§ **The problem**: In the material below, find each line with the word "Каменская" and copy it.

§ **Material for this task**:

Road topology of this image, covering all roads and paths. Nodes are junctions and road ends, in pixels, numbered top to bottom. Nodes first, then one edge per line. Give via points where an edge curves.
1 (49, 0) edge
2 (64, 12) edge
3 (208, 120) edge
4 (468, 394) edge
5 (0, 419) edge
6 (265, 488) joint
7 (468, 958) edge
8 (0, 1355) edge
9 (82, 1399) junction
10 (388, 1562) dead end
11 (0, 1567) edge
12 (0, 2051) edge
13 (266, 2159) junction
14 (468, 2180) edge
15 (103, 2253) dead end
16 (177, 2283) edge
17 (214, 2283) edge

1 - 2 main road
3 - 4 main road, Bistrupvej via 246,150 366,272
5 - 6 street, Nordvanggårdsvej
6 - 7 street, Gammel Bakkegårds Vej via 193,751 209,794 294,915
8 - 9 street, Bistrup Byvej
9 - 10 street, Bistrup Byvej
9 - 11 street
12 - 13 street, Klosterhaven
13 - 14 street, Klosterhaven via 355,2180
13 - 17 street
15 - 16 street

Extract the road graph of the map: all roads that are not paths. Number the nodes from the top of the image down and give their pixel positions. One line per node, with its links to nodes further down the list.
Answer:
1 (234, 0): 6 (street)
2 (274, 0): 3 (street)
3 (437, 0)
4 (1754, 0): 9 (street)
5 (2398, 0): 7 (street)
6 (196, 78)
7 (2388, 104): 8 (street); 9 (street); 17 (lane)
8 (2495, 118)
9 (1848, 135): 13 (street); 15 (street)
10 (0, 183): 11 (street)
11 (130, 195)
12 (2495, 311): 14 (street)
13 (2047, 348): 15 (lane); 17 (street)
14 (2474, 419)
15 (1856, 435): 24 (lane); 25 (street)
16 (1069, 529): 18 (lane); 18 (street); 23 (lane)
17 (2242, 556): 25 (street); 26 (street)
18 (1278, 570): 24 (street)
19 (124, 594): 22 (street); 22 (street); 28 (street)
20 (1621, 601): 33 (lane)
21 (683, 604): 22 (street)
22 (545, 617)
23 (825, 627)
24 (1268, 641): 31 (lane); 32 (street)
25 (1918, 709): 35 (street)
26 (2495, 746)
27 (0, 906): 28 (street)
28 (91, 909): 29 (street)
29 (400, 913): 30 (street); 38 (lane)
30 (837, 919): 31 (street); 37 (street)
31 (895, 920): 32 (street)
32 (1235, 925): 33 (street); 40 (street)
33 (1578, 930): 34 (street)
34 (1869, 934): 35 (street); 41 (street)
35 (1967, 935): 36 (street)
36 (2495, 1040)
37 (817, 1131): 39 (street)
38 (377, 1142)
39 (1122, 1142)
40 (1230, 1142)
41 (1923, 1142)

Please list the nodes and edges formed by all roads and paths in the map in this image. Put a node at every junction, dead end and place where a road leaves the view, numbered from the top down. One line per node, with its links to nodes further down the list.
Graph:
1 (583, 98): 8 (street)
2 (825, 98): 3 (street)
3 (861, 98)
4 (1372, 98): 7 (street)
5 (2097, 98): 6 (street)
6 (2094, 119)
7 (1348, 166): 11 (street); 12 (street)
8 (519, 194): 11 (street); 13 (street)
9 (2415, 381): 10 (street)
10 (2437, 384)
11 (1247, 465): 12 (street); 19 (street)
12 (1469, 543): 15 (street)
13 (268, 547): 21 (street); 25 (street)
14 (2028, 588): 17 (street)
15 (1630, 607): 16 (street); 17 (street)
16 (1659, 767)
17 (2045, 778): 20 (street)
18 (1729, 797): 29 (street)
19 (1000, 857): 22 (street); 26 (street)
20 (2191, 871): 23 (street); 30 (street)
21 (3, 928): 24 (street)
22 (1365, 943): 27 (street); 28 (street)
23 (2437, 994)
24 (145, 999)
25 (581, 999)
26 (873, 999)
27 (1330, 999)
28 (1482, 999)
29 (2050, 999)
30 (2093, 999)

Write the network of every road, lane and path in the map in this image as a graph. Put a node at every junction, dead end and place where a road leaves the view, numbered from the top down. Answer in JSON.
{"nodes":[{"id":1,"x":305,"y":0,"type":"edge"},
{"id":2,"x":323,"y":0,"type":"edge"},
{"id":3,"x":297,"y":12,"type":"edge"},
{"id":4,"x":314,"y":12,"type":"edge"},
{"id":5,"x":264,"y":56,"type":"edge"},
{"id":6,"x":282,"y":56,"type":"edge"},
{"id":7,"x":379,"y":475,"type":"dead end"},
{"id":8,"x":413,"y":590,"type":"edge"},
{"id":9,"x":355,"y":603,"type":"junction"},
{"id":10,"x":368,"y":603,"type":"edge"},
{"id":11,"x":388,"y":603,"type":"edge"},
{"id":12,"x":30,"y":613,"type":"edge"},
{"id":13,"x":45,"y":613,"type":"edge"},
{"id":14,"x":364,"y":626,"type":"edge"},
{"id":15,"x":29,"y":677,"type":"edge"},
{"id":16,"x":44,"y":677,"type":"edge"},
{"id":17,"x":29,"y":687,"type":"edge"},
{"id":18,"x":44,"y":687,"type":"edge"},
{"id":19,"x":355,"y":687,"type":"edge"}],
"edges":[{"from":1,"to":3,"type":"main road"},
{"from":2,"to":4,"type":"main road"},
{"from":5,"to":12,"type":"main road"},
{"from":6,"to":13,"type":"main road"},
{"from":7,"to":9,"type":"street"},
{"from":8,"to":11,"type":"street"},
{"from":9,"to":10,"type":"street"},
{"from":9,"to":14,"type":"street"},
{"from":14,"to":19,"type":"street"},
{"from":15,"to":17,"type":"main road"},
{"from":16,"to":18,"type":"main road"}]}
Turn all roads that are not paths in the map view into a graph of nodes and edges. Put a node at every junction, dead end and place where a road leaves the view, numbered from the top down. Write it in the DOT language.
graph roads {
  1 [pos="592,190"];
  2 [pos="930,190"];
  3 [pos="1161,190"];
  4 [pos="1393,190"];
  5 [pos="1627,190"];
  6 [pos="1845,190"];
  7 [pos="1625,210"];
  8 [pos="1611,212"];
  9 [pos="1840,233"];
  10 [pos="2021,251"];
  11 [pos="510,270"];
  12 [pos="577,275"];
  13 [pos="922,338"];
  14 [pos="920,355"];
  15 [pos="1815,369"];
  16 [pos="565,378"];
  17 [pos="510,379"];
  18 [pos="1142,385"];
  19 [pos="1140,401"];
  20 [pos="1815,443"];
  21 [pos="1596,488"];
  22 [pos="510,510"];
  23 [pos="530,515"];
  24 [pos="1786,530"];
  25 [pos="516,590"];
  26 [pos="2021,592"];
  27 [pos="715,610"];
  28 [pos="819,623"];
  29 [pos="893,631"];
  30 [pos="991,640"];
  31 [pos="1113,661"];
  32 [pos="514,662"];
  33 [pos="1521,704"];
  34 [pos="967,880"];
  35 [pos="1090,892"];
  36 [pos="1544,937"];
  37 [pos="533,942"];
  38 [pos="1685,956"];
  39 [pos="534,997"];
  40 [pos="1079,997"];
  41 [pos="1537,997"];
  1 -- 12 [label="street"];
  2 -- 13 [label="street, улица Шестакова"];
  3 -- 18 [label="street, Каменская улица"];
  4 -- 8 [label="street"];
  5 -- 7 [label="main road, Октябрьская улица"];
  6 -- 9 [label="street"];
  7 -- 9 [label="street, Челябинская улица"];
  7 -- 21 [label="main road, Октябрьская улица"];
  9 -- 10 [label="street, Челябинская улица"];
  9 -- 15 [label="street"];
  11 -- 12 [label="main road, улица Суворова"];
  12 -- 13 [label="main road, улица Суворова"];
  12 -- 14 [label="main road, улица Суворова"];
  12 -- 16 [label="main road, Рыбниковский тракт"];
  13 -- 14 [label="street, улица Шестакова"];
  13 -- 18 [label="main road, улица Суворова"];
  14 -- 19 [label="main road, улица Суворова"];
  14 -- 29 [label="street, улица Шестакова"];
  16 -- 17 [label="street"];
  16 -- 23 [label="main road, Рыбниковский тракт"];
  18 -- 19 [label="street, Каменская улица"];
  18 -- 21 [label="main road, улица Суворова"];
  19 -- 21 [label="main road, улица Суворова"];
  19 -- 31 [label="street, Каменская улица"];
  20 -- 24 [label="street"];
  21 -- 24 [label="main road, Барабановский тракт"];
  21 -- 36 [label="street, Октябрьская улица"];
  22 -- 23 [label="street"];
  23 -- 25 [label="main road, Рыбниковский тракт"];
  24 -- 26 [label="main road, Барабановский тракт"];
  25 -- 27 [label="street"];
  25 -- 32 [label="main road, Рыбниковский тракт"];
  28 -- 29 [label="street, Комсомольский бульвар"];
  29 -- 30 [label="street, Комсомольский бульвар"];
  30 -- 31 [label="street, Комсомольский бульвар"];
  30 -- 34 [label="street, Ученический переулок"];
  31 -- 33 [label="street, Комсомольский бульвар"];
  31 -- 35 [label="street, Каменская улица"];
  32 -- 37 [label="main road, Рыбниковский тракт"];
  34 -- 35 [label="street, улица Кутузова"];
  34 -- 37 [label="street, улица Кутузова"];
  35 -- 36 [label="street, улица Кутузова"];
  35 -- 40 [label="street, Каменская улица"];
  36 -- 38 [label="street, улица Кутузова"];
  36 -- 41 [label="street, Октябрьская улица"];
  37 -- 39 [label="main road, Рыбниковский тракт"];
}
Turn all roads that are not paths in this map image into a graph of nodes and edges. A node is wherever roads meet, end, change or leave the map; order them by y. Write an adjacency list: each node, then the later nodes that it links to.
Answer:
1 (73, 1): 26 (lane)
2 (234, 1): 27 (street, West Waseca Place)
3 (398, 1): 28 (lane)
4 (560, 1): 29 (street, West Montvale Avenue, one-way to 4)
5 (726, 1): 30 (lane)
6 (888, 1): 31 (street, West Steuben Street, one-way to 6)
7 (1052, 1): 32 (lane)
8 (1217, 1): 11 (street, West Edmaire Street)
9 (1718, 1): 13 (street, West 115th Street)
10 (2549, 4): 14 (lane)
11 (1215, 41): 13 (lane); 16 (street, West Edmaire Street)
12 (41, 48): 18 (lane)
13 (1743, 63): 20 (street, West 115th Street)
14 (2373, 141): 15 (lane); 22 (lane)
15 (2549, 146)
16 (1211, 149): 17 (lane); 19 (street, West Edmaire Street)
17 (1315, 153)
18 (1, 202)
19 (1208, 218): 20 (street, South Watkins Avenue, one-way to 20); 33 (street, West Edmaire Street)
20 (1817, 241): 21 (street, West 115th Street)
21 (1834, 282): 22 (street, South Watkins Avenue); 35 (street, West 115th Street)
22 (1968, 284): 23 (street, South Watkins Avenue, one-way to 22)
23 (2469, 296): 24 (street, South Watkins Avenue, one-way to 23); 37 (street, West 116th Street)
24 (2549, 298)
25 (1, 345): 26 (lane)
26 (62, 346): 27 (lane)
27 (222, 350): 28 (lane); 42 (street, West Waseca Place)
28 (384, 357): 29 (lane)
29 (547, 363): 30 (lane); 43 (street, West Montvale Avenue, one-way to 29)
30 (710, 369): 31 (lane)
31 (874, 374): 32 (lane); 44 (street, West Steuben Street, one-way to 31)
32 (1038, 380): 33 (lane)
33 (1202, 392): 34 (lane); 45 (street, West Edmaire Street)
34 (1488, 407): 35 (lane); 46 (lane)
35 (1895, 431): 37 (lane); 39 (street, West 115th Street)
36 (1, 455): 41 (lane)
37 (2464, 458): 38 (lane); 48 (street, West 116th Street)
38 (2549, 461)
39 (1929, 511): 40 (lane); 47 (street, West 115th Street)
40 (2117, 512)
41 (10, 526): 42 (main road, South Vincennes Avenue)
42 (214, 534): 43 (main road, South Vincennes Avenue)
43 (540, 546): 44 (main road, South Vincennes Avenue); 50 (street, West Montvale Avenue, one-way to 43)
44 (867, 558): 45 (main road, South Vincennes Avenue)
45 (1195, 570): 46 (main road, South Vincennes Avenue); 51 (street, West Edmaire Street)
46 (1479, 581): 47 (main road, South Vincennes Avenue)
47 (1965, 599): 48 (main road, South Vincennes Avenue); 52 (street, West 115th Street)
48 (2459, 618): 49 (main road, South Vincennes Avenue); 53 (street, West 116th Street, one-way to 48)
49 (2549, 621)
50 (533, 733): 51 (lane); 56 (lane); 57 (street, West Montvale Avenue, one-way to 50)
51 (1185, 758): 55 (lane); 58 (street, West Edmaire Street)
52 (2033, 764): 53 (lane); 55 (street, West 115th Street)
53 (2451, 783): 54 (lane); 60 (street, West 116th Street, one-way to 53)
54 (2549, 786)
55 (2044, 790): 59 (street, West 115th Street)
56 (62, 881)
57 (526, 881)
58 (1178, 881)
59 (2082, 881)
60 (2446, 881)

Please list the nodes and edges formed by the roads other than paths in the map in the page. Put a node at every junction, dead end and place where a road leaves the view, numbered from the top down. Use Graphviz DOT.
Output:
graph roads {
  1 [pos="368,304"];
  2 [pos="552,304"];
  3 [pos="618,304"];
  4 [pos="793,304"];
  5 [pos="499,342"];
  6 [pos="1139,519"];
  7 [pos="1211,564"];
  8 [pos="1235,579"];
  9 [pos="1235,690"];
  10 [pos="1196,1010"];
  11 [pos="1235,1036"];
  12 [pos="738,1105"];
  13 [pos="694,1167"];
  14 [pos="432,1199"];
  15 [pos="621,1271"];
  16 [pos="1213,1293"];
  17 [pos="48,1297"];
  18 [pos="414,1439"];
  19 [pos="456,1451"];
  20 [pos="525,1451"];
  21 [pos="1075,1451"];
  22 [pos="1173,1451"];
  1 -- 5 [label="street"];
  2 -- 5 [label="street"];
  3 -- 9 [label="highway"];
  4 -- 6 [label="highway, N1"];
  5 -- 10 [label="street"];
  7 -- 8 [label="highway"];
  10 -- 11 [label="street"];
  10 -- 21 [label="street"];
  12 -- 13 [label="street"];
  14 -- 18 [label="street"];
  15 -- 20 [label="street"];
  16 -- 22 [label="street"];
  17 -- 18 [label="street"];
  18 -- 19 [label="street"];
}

§ **Answer for the task**:
  3 -- 18 [label="street, Каменская улица"];
  18 -- 19 [label="street, Каменская улица"];
  19 -- 31 [label="street, Каменская улица"];
  31 -- 35 [label="street, Каменская улица"];
  35 -- 40 [label="street, Каменская улица"];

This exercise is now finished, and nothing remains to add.